These three laws, simple as they are, form much of the basis of probability theory. Properly applied, they can give us much insight into the workings of nature and the everyday world.
– Leonard Mlodinow
That quote is from Leonard Mlodinow’s book, The Drunkard’s Walk: How Randomness Rules Our Lives. The book contains examples as varied as politics, wine ratings, and school grades to show how a misunderstanding of probability causes people to misinterpret random events. Mlodinow’s three laws of probability are as follows:
- The probability that two events will both occur can never be greater than the probability that each will occur individually.
- If two possible events, A and B, are independent, then the probability that both A and B will occur is equal to the product of their individual probabilities.
- If an event can have a number of different and distinct possible outcomes, A, B, C, and so on, then the probability that either A or B will occur is equal to the sum of the individual probabilities of A and B, and the sum of the probabilities of all the possible outcomes (A, B, C, and so on) is 1 (that is, 100%).
When we don’t understand probability, we fall prey to the conjunction fallacy. As I previously wrote,
we might hear separate rumors that corporate budgets will be cut soon and that the senior executive for our department is considering leaving the company. We judge each of these events on their own as unlikely – perhaps a 33% chance of budget cuts (the company is doing well) and a 25% chance of the executive leaving (she’s been here for 10+ years). But when we hear both rumors, our intuition that both events will happen is quite high – perhaps 50% or more. As a result, we spend more time than we should worrying about the funding for our project and maybe even update our résumé.

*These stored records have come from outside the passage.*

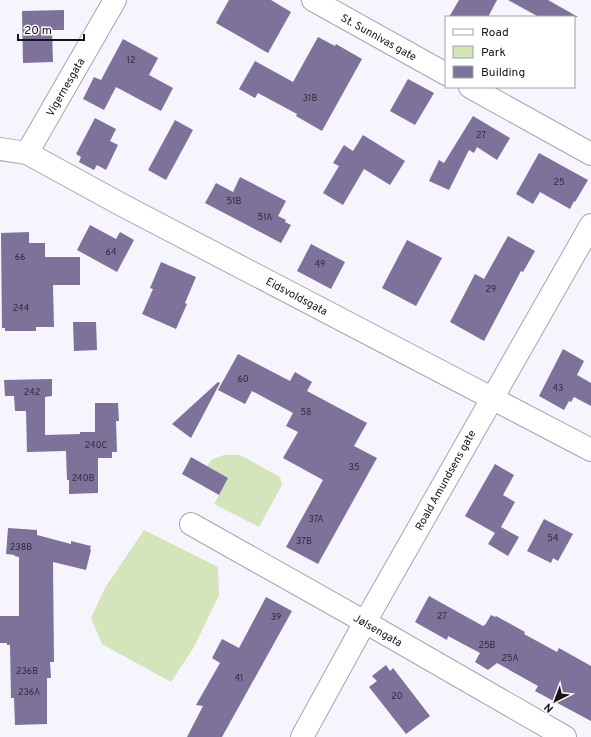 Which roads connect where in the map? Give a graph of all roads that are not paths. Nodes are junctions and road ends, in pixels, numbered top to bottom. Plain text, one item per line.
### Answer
1 (115, 0) edge
2 (313, 0) edge
3 (445, 73) edge
4 (472, 88) edge
5 (0, 149) edge
6 (27, 153) junction
7 (591, 154) edge
8 (591, 225) edge
9 (492, 397) junction
10 (591, 450) edge
11 (191, 524) dead end
12 (365, 622) junction
13 (302, 737) edge
14 (565, 737) edge

1 - 6 street, Vigernesgata
2 - 3 street, St. Sunnivas gate
4 - 7 street
5 - 6 street, Eidsvoldsgata
6 - 9 street, Eidsvoldsgata
8 - 9 street, Roald Amundsens gate
9 - 10 street, Eidsvoldsgata
9 - 12 street, Roald Amundsens gate
11 - 12 street, Jølsengata
12 - 13 street, Roald Amundsens gate
12 - 14 street, Jølsengata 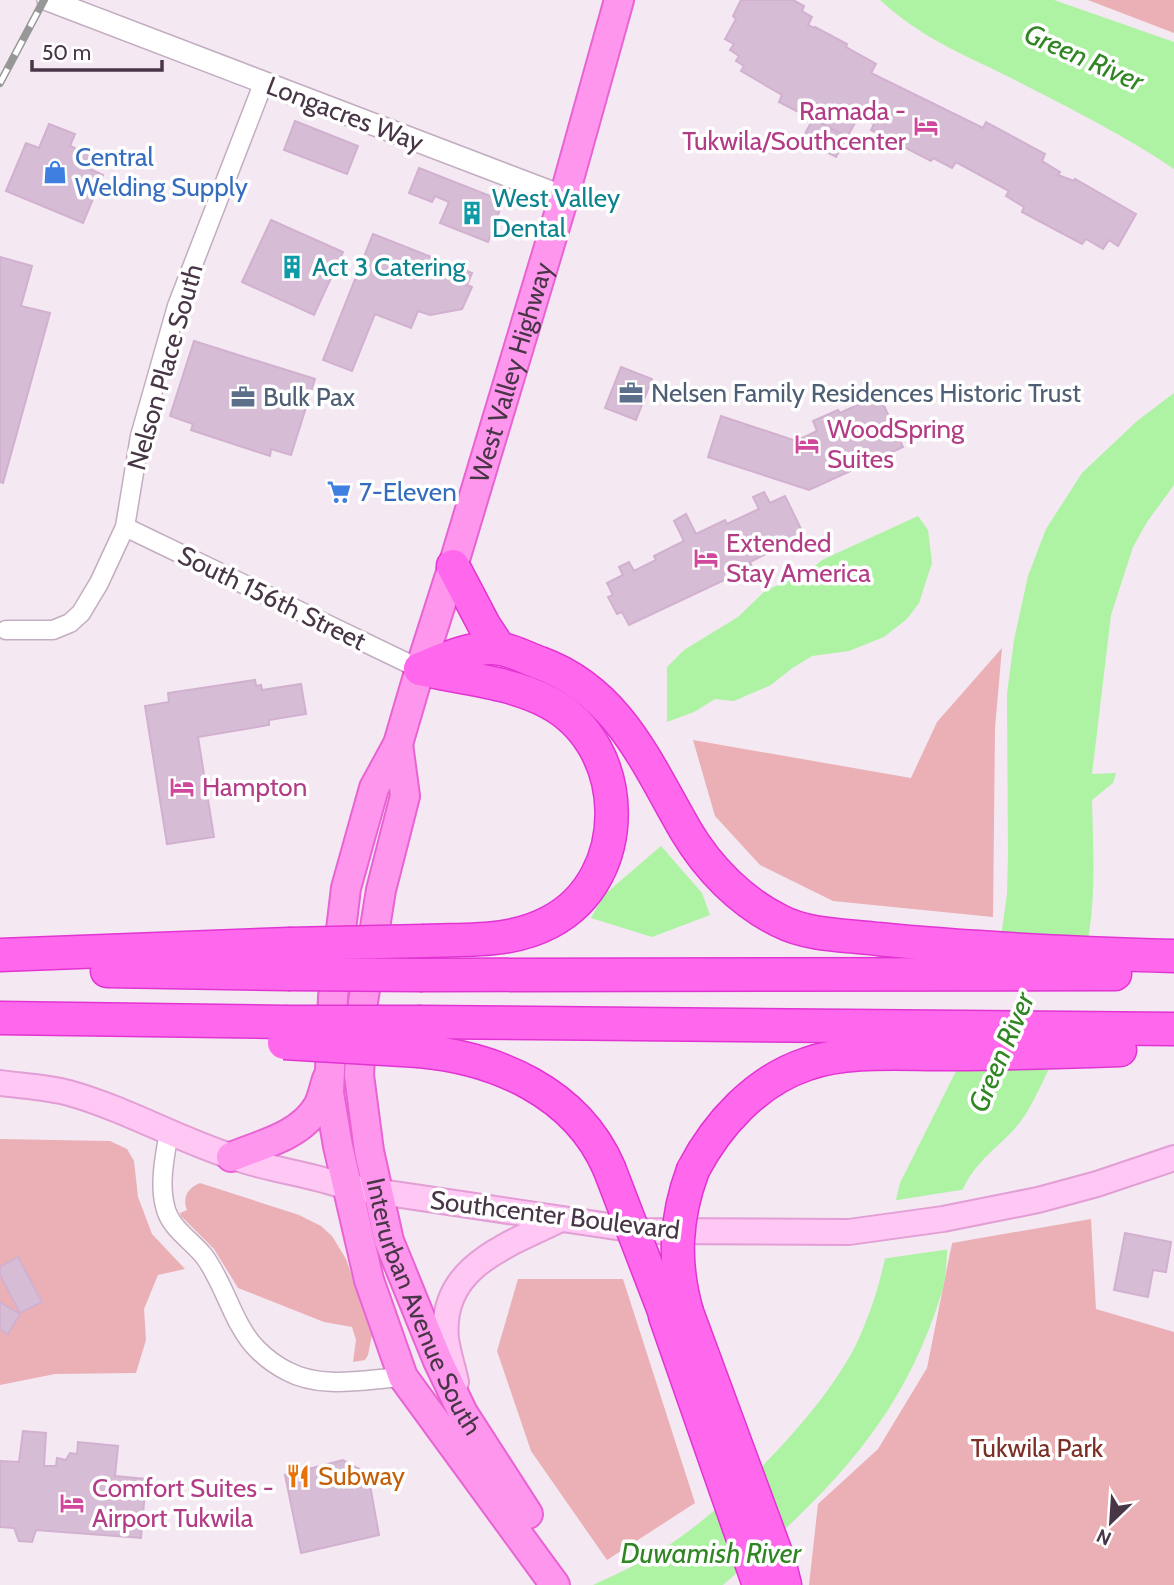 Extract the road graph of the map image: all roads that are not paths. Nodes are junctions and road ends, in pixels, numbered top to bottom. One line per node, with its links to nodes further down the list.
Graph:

Assuming the executive is not leaving because of the budget cuts (i.e. the events are independent), the probability of both happening is 0.33*0.25 or only about 8% – not likely at all. Even if the events are related, by law 1 the probability of both happening cannot be more than 33%.
The Drunkard’s Walk provides another example based on empty airline seats which I’ve modified to strengthen the point. Imagine an airline has only one seat left on a flight and two passengers have yet to show up (they’ve overbooked the flight). From experience, the airline believes there is a 75% chance a passenger who books a seat shows up in time. Mathematically, overbooking makes sense if your goal is to fill the plane: the chance that neither will show up and the plane will fly with an empty seat is very low: 0.25 * 0.25 is 6%. On the other hand, it’s risky from a customer experience point of view: There is a 0.75 * 0.75 = 56% chance both show up and they must deal with an unhappy customer. From law 3, the probability that it all works out perfectly and one (and only one) person shows up is less than 38% (1 – 0.56 – 0.06). These are not great odds and yet airlines do this all the time.
Of course, the above assumes the passengers are independent. If they are traveling together, the situation is even worse. The chance both people will show up is 75% and that neither shows up is 25%. There’s literally no chance that exactly one person shows – the situation the airline is counting on. A combination of ignoring customer experience and not understanding probability might explain why we’ve had so many unfortunate airline incidents recently.
Yes, I realize this post had more math than you might be used to in my writing. The same is true with the book. But that’s sort of the point: we all need a little better understanding of probability if we want to make sense of our surroundings.
Or as Mlodinow writes, “probability is the very guide of life.”